• Task description
Line by line, output the material without altering anything.

======

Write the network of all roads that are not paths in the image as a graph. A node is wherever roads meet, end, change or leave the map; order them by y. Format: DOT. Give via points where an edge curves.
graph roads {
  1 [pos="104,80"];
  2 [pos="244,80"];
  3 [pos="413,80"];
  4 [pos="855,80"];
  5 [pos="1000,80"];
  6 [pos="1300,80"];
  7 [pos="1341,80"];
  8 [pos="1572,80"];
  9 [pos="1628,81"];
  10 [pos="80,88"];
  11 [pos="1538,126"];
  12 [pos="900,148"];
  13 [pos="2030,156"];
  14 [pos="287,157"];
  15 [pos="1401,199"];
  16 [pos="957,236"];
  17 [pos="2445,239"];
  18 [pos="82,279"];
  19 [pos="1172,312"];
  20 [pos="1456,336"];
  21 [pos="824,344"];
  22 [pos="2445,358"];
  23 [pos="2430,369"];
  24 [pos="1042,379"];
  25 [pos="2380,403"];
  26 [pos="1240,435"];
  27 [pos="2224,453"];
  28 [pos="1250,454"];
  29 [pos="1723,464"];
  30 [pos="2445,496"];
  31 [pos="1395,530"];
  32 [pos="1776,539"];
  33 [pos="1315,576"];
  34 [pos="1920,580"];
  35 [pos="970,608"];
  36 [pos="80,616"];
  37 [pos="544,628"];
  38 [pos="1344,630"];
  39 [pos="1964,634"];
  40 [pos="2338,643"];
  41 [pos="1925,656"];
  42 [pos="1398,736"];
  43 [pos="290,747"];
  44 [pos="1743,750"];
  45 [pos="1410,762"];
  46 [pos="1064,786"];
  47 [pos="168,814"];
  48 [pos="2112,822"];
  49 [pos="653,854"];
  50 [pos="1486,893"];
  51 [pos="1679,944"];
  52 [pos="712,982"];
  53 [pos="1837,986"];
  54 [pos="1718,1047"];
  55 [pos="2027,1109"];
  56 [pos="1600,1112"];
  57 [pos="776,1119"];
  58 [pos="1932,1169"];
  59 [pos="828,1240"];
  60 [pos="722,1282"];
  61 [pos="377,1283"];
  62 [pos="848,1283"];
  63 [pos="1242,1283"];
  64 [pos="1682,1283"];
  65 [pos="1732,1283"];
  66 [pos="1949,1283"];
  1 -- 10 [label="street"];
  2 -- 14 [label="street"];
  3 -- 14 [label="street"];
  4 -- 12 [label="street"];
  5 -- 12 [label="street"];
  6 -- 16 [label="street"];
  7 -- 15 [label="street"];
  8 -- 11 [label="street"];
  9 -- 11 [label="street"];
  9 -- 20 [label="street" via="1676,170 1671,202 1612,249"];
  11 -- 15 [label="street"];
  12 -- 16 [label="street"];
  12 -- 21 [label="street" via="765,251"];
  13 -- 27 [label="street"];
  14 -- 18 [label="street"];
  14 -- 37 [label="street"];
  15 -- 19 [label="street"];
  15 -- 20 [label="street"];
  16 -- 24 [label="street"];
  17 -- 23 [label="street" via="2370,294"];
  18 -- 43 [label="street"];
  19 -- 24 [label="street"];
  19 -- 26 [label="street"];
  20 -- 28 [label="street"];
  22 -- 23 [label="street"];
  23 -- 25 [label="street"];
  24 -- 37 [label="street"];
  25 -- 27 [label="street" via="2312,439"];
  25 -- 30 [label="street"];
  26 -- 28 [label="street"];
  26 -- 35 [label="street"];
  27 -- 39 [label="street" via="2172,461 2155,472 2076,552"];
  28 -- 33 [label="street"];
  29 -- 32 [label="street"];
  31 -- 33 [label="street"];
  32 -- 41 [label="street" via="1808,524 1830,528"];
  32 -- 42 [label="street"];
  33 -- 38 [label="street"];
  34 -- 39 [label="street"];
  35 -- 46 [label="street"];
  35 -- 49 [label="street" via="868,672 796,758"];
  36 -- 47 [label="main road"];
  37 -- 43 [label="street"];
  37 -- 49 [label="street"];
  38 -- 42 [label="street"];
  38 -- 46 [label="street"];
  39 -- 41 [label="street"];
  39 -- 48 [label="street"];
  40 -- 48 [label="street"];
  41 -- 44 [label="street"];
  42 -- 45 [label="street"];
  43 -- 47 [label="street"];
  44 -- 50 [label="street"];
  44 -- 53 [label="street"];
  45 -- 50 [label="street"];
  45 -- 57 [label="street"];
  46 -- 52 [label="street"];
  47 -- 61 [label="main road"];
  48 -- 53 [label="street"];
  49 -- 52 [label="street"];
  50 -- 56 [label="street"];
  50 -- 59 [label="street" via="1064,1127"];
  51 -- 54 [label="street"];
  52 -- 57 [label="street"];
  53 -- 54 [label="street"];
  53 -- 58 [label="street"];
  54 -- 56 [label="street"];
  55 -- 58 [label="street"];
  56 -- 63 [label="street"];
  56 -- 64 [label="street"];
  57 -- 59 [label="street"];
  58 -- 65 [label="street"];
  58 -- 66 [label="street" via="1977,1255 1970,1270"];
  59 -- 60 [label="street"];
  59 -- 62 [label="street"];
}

======

• Output of the task
Write the network of all roads that are not paths in the image as a graph. A node is wherever roads meet, end, change or leave the map; order them by y. Format: DOT. Give via points where an edge curves.
graph roads {
  1 [pos="104,80"];
  2 [pos="244,80"];
  3 [pos="413,80"];
  4 [pos="855,80"];
  5 [pos="1000,80"];
  6 [pos="1300,80"];
  7 [pos="1341,80"];
  8 [pos="1572,80"];
  9 [pos="1628,81"];
  10 [pos="80,88"];
  11 [pos="1538,126"];
  12 [pos="900,148"];
  13 [pos="2030,156"];
  14 [pos="287,157"];
  15 [pos="1401,199"];
  16 [pos="957,236"];
  17 [pos="2445,239"];
  18 [pos="82,279"];
  19 [pos="1172,312"];
  20 [pos="1456,336"];
  21 [pos="824,344"];
  22 [pos="2445,358"];
  23 [pos="2430,369"];
  24 [pos="1042,379"];
  25 [pos="2380,403"];
  26 [pos="1240,435"];
  27 [pos="2224,453"];
  28 [pos="1250,454"];
  29 [pos="1723,464"];
  30 [pos="2445,496"];
  31 [pos="1395,530"];
  32 [pos="1776,539"];
  33 [pos="1315,576"];
  34 [pos="1920,580"];
  35 [pos="970,608"];
  36 [pos="80,616"];
  37 [pos="544,628"];
  38 [pos="1344,630"];
  39 [pos="1964,634"];
  40 [pos="2338,643"];
  41 [pos="1925,656"];
  42 [pos="1398,736"];
  43 [pos="290,747"];
  44 [pos="1743,750"];
  45 [pos="1410,762"];
  46 [pos="1064,786"];
  47 [pos="168,814"];
  48 [pos="2112,822"];
  49 [pos="653,854"];
  50 [pos="1486,893"];
  51 [pos="1679,944"];
  52 [pos="712,982"];
  53 [pos="1837,986"];
  54 [pos="1718,1047"];
  55 [pos="2027,1109"];
  56 [pos="1600,1112"];
  57 [pos="776,1119"];
  58 [pos="1932,1169"];
  59 [pos="828,1240"];
  60 [pos="722,1282"];
  61 [pos="377,1283"];
  62 [pos="848,1283"];
  63 [pos="1242,1283"];
  64 [pos="1682,1283"];
  65 [pos="1732,1283"];
  66 [pos="1949,1283"];
  1 -- 10 [label="street"];
  2 -- 14 [label="street"];
  3 -- 14 [label="street"];
  4 -- 12 [label="street"];
  5 -- 12 [label="street"];
  6 -- 16 [label="street"];
  7 -- 15 [label="street"];
  8 -- 11 [label="street"];
  9 -- 11 [label="street"];
  9 -- 20 [label="street" via="1676,170 1671,202 1612,249"];
  11 -- 15 [label="street"];
  12 -- 16 [label="street"];
  12 -- 21 [label="street" via="765,251"];
  13 -- 27 [label="street"];
  14 -- 18 [label="street"];
  14 -- 37 [label="street"];
  15 -- 19 [label="street"];
  15 -- 20 [label="street"];
  16 -- 24 [label="street"];
  17 -- 23 [label="street" via="2370,294"];
  18 -- 43 [label="street"];
  19 -- 24 [label="street"];
  19 -- 26 [label="street"];
  20 -- 28 [label="street"];
  22 -- 23 [label="street"];
  23 -- 25 [label="street"];
  24 -- 37 [label="street"];
  25 -- 27 [label="street" via="2312,439"];
  25 -- 30 [label="street"];
  26 -- 28 [label="street"];
  26 -- 35 [label="street"];
  27 -- 39 [label="street" via="2172,461 2155,472 2076,552"];
  28 -- 33 [label="street"];
  29 -- 32 [label="street"];
  31 -- 33 [label="street"];
  32 -- 41 [label="street" via="1808,524 1830,528"];
  32 -- 42 [label="street"];
  33 -- 38 [label="street"];
  34 -- 39 [label="street"];
  35 -- 46 [label="street"];
  35 -- 49 [label="street" via="868,672 796,758"];
  36 -- 47 [label="main road"];
  37 -- 43 [label="street"];
  37 -- 49 [label="street"];
  38 -- 42 [label="street"];
  38 -- 46 [label="street"];
  39 -- 41 [label="street"];
  39 -- 48 [label="street"];
  40 -- 48 [label="street"];
  41 -- 44 [label="street"];
  42 -- 45 [label="street"];
  43 -- 47 [label="street"];
  44 -- 50 [label="street"];
  44 -- 53 [label="street"];
  45 -- 50 [label="street"];
  45 -- 57 [label="street"];
  46 -- 52 [label="street"];
  47 -- 61 [label="main road"];
  48 -- 53 [label="street"];
  49 -- 52 [label="street"];
  50 -- 56 [label="street"];
  50 -- 59 [label="street" via="1064,1127"];
  51 -- 54 [label="street"];
  52 -- 57 [label="street"];
  53 -- 54 [label="street"];
  53 -- 58 [label="street"];
  54 -- 56 [label="street"];
  55 -- 58 [label="street"];
  56 -- 63 [label="street"];
  56 -- 64 [label="street"];
  57 -- 59 [label="street"];
  58 -- 65 [label="street"];
  58 -- 66 [label="street" via="1977,1255 1970,1270"];
  59 -- 60 [label="street"];
  59 -- 62 [label="street"];
}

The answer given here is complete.